MealMeter 2.0 is a smart feeder designed to monitor and improve the health and productivity of sow herds. PigEasy’s system uses sensors to track feed and water intake and alerts workers in real-time via a virtual dashboard if there are dips or irregularities. This allows workers to quickly identify and treat individual sow issues. MealMeter 2.0’s dashboard tools can also help barn managers make informed decisions about ration changes, treatments and culling.

“For technology to truly improve productivity and efficiency on the farm, it must be easy to implement and user-friendly,” said Katie Holtz, Vice President, PigEasy. “MealMeter 2.0’s tracking and alerting technology achieves this by integrating into an already high-performing feeder. The PigEasy team is honoured and grateful for this recognition.”

Sows use intuitive feeding behaviors to dispense feed and water from MealMeter 2.0. With its innovative design, MealMeter 2.0 simulates the natural rooting and drinking behaviors of sows, encouraging them to consume the feed and water they dispense. There are no complicated feed curves to set, adjustments required or motors to maintain.

MealMeter 2.0 is available in Canada through Manitoba-based Buckingham Ag.

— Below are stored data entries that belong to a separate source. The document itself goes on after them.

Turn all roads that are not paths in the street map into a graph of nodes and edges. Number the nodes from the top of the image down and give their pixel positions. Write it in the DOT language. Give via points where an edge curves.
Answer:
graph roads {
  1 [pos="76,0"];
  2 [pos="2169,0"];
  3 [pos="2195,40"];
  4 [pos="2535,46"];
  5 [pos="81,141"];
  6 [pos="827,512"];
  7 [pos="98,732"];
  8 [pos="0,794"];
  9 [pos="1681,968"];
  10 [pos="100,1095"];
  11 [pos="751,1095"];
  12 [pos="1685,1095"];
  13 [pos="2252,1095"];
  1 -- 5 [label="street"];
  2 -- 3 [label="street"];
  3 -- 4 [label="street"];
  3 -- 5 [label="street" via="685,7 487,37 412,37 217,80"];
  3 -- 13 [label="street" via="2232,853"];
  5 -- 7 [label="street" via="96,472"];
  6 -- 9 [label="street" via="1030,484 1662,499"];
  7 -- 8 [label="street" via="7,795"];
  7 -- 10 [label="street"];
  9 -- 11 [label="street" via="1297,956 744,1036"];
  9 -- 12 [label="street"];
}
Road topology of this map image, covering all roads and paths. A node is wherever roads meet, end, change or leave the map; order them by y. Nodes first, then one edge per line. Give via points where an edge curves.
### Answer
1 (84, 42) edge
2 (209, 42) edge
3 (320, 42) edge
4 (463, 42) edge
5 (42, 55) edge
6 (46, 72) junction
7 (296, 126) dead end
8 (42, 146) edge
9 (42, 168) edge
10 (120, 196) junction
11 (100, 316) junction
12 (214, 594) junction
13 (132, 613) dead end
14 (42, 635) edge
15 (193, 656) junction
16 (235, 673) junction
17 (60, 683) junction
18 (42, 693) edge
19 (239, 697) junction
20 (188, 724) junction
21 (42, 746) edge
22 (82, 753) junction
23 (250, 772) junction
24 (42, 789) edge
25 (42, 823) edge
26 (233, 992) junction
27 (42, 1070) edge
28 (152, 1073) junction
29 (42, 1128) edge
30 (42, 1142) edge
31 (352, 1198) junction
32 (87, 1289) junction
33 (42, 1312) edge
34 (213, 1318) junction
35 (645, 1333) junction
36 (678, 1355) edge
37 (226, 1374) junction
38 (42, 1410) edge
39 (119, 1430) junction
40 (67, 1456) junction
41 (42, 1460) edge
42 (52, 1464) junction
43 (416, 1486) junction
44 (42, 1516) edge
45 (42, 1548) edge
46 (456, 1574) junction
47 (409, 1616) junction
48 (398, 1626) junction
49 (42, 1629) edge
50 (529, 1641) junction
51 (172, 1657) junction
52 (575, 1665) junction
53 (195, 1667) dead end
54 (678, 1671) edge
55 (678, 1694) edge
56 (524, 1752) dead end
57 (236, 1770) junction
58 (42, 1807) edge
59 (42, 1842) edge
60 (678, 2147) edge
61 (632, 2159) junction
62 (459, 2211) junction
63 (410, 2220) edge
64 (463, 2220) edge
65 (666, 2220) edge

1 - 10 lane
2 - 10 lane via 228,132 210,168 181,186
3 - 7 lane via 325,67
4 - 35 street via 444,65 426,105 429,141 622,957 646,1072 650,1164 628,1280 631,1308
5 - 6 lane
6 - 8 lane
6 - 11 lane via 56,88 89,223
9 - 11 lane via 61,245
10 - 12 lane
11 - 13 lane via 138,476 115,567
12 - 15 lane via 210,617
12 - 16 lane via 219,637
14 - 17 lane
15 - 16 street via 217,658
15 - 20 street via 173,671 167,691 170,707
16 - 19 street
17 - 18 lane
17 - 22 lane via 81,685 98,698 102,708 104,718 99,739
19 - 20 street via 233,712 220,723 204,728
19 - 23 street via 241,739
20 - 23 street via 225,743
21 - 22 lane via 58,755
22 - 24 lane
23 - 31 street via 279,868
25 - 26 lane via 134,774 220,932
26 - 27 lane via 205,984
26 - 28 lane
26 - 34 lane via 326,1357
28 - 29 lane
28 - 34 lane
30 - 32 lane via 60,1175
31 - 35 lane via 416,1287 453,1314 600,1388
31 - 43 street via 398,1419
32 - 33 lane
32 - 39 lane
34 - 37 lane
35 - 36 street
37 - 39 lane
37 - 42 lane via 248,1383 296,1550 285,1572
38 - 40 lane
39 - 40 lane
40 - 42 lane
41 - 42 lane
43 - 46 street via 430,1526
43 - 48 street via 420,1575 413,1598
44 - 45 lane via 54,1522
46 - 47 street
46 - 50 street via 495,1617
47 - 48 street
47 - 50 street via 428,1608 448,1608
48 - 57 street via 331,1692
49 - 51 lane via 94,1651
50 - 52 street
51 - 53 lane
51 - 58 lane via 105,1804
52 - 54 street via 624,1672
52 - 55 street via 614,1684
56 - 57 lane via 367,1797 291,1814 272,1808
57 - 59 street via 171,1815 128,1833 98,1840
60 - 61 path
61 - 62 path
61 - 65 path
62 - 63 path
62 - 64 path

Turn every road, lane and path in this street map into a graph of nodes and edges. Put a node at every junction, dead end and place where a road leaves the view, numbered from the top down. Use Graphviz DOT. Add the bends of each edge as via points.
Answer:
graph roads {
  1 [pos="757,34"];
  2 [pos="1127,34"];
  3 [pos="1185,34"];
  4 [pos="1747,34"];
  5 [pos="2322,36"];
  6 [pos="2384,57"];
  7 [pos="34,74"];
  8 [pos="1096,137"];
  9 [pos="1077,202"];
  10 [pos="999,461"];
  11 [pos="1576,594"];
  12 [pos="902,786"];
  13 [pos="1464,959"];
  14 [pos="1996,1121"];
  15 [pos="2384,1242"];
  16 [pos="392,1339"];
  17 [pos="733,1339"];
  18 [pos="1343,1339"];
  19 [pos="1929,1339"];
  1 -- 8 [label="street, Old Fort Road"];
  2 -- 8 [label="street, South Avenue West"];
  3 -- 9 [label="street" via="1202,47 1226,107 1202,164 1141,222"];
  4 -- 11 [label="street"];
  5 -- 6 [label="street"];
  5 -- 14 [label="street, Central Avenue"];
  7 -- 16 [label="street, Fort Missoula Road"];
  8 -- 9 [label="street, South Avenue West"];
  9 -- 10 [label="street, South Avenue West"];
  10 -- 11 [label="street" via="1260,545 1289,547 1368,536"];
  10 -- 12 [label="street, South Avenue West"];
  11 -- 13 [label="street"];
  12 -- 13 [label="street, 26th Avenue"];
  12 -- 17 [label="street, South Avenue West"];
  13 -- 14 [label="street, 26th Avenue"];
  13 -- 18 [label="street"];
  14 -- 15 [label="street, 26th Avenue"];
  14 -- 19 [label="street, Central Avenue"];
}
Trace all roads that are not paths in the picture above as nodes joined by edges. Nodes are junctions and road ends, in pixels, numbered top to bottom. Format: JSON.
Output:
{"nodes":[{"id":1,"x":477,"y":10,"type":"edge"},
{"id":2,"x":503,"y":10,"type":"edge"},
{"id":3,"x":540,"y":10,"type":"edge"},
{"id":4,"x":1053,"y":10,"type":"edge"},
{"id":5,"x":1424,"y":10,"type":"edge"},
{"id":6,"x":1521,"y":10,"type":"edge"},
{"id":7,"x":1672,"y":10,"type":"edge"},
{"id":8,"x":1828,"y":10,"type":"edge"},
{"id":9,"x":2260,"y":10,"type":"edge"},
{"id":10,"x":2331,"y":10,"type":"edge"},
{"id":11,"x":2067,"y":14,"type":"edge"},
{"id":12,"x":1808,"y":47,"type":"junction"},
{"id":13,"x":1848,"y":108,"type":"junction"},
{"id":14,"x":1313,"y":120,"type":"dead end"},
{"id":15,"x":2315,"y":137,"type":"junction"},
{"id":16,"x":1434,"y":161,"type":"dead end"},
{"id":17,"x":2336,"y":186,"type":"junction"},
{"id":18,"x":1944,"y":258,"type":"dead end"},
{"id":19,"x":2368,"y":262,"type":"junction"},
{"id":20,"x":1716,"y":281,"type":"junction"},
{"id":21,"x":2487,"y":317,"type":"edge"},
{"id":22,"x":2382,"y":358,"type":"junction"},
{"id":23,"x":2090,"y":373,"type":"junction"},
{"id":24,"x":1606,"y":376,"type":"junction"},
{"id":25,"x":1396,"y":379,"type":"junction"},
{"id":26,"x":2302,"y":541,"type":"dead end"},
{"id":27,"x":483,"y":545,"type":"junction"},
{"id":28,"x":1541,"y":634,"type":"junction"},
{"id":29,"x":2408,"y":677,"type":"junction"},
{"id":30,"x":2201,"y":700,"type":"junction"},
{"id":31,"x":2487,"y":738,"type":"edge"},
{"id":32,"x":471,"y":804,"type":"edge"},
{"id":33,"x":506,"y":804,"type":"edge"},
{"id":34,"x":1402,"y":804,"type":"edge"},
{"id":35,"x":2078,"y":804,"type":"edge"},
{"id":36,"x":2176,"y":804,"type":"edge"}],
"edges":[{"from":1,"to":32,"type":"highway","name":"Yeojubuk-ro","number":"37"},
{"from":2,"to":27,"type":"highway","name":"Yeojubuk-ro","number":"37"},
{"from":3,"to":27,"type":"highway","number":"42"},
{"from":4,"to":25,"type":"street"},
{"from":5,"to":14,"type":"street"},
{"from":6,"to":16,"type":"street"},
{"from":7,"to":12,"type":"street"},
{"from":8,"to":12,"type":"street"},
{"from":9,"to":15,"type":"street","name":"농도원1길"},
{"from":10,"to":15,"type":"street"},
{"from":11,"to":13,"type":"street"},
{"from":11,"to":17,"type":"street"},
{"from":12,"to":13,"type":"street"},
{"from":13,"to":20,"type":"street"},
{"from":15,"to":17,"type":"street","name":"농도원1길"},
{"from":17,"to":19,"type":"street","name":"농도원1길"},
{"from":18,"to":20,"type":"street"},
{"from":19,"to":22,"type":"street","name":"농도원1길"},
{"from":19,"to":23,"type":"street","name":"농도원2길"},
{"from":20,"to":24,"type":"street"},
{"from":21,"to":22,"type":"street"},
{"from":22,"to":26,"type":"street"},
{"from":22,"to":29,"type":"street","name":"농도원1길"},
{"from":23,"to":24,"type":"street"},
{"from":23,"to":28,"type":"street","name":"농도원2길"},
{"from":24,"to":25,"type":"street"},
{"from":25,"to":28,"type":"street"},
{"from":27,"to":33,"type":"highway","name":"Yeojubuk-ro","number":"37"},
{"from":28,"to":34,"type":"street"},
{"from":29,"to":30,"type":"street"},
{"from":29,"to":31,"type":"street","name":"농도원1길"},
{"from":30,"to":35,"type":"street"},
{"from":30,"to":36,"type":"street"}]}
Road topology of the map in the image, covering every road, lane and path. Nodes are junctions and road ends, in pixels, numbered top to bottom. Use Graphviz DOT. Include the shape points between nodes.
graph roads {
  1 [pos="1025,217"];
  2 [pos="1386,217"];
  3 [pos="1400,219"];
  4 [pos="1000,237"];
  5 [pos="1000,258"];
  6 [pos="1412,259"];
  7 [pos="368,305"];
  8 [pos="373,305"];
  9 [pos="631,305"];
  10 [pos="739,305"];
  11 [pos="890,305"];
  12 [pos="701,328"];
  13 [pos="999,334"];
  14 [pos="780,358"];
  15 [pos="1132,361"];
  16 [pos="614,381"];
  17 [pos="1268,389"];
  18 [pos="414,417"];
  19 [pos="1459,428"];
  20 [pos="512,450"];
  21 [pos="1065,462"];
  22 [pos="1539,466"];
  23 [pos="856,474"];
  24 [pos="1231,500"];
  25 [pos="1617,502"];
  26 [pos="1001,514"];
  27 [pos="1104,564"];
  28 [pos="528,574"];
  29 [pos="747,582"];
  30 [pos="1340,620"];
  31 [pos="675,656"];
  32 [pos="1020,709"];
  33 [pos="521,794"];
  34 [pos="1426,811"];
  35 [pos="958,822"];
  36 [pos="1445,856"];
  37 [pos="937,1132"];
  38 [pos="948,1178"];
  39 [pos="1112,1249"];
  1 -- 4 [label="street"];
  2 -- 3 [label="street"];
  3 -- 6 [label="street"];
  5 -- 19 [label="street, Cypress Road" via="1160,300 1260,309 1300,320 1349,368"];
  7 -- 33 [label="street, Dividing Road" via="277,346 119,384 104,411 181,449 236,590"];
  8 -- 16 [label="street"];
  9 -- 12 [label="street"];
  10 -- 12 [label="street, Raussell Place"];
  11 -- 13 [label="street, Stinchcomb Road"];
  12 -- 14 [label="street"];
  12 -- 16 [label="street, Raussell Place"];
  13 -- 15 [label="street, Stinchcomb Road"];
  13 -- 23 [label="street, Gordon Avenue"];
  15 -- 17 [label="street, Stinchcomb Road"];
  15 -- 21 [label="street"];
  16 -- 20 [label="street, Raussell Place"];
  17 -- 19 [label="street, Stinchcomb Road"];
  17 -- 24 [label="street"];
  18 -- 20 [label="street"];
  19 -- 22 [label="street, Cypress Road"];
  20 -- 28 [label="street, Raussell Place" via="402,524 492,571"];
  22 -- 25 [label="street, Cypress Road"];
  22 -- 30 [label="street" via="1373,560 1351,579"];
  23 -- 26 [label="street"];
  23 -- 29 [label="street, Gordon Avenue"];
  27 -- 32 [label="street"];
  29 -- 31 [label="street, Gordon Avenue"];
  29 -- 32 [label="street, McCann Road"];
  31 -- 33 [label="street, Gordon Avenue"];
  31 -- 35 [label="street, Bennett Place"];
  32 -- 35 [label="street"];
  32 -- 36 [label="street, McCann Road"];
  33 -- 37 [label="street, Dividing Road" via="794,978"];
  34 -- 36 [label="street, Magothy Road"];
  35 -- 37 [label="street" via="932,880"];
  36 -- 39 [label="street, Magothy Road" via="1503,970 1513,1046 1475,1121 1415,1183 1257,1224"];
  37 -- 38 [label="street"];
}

“The common-sense approach to this feeder enables the producer to have minimal electrical requirements, which dramatically reduces the cost to install,” said Rick Bergmann, President, Buckingham Ag. “The fact it doesn’t have a motor eliminates costly maintenance issues. It’s a very well thought out product that brings savings back to the farm.”

Banff’s legacy lives on

The iconic Banff Springs Hotel, town of Banff, Banff National Park and nearby attractions continue to be seen as an incentive for distant visitors to the seminar.

From far and wide, to the heights of the Rockies, the Banff Pork Seminar continues to represent Canada’s longest-running and one of the best pork conferences in the world, when it comes to blending informative content with networking opportunities and a stunning location.

Guests from Canada and across the globe are excited to spread the knowledge – and get the word out – about this must-attend annual event.